All three of these servants were on equal footing. None of them had much, if anything, of their own. The master gave them each an amount he knew they could handle, no more, no less. The master knew that even the servant who he entrusted one valuable coin had enough talent or was resourceful enough to generate some sort of a return. One of the keys here is valuable. Even if God only gives you a little to do, it is valuable to him and that is worth remembering. God gives us time, gifts and other resources according to our abilities and where we are in life, and he expects us to invest them wisely in his service until he returns. We are responsible to use well what God has given us. The issue is not how much we have, but how well we use what we have. John Wesley said, “employ whatever God has entrusted you with in doing good, all possible good, in every possible kind and degree, to the household of faith, to all men.”

We are to use our time, talents, and treasures diligently in order to serve God completely in whatever we do. For a few people, this may mean changing professions. For most of us, it means doing our daily work out of love for God. We don’t want to be that third servant who played it safe, doing the bare minimum just to get by. He made excuses for not doing what was expected of him and God wasn’t buying it.

John Wesley started with nothing. The Church of England didn’t want to be taken out of their comfort zone and minister to the poor, the lost, the lonely, the helpless and the hopeless. Wesley had to be imaginative and recruit creative people who were focused in their faith and mission driven.

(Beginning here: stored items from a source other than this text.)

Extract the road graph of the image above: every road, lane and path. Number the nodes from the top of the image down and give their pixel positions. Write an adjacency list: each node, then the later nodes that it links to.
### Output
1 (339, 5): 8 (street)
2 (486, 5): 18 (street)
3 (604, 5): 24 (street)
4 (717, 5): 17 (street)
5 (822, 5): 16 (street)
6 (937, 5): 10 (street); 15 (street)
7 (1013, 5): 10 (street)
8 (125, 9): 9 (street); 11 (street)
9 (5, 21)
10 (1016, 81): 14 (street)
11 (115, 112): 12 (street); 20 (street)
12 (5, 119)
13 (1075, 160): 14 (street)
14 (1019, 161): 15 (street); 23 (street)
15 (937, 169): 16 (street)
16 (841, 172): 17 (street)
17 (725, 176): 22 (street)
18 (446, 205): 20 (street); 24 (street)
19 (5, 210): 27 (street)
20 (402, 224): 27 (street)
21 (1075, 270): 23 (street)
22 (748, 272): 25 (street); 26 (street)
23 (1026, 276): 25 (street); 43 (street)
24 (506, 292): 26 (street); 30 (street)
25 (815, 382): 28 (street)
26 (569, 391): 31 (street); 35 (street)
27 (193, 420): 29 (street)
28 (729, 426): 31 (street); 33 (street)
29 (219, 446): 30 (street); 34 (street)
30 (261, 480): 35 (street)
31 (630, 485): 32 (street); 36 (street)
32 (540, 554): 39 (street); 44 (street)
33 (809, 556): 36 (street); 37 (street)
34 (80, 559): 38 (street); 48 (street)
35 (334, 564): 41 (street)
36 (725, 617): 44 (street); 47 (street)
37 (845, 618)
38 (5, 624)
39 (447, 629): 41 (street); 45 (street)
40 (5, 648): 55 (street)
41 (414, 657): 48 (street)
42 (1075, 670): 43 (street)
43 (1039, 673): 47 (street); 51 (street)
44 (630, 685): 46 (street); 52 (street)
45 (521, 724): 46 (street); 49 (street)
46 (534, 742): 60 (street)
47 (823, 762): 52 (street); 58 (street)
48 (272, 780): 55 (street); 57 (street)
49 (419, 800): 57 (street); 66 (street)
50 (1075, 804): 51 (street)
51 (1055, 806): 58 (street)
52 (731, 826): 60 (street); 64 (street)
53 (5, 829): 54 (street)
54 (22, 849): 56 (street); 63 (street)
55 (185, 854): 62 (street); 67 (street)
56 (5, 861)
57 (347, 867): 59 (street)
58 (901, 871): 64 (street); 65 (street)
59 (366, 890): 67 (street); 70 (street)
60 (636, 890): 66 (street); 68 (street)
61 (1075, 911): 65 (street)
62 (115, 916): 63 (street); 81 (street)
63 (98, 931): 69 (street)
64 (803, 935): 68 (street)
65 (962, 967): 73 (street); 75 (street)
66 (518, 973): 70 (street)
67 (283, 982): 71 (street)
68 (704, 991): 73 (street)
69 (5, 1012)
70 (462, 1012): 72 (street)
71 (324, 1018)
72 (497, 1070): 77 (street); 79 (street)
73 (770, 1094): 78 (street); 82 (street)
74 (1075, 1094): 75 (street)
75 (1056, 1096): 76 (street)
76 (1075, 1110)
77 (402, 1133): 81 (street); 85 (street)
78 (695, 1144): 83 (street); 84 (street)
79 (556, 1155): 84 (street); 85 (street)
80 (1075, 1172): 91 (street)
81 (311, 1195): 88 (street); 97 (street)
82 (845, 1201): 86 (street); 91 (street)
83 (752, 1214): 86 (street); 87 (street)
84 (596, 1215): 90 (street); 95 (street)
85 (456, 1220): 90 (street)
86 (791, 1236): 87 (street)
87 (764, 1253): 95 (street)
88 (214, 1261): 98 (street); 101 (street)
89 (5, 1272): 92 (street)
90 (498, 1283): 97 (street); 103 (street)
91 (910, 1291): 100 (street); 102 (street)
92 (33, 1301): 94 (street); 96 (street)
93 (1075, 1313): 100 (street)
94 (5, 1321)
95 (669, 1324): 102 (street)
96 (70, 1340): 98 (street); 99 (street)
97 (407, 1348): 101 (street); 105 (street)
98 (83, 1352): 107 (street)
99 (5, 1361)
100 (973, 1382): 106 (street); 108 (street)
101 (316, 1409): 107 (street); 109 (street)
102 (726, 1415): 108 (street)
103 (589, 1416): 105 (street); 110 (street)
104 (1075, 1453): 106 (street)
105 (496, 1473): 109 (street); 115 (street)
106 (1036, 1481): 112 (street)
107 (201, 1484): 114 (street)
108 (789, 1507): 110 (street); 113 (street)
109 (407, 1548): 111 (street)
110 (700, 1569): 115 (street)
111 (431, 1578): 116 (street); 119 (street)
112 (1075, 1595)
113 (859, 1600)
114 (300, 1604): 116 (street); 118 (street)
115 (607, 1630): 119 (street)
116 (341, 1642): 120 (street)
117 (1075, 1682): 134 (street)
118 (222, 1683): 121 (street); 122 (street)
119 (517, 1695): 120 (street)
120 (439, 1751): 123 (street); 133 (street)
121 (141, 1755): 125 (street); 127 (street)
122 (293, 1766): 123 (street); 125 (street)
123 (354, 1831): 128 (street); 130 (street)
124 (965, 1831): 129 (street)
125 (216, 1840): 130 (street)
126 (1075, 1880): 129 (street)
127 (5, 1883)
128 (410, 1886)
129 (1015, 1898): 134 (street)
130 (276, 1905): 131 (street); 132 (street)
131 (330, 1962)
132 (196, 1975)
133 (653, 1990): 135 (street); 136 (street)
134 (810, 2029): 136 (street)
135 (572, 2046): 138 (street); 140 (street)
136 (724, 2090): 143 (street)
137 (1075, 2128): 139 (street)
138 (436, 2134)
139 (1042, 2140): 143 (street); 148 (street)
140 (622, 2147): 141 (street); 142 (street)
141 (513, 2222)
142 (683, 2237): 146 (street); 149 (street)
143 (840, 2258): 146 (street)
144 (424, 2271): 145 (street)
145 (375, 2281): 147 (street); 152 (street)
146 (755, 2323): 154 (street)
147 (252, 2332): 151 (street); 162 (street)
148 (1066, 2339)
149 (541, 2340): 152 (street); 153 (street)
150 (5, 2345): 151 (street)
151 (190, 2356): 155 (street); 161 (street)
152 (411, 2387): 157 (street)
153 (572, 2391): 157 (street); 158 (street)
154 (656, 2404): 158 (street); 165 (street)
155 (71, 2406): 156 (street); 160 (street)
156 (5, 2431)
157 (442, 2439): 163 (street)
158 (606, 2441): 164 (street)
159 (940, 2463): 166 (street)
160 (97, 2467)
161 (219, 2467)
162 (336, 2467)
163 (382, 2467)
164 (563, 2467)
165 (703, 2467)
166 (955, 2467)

We have been given much and much is expected. God’s expectation of us in his service and how we handle what he has given us is great. Are we up to the challenge to take what God gives us and invest it in the future of the church in hopes of seeing great returns? Are we anxious to complete one task knowing that another lies ahead? What is God calling us to do here in our church, our community and in the world that we have the time, talent and resources to achieve?

Please pray with me.

Most gracious and loving God, how grateful we are for all you have bestowed upon us. Keep us mindful of the fact that all we have is yours and of our obligation to be good stewards of what you have generously given. Move us, in your service, to wisely use the time, talents and resources we have at our disposal to reach out to the unreachable and make a difference in the lives of others. As we mature in our faith and devotion to you present us with greater challenges that move us to do greater things in your name. With the help of the Holy Spirit guide us and inspire us to reach out beyond the walls of our church to do those acts of Christian love and charity that will cause you to want to celebrate with us. We thank you for loving us and for forgiving us when we fail you. In the name of your most loving son, we pray, Amen.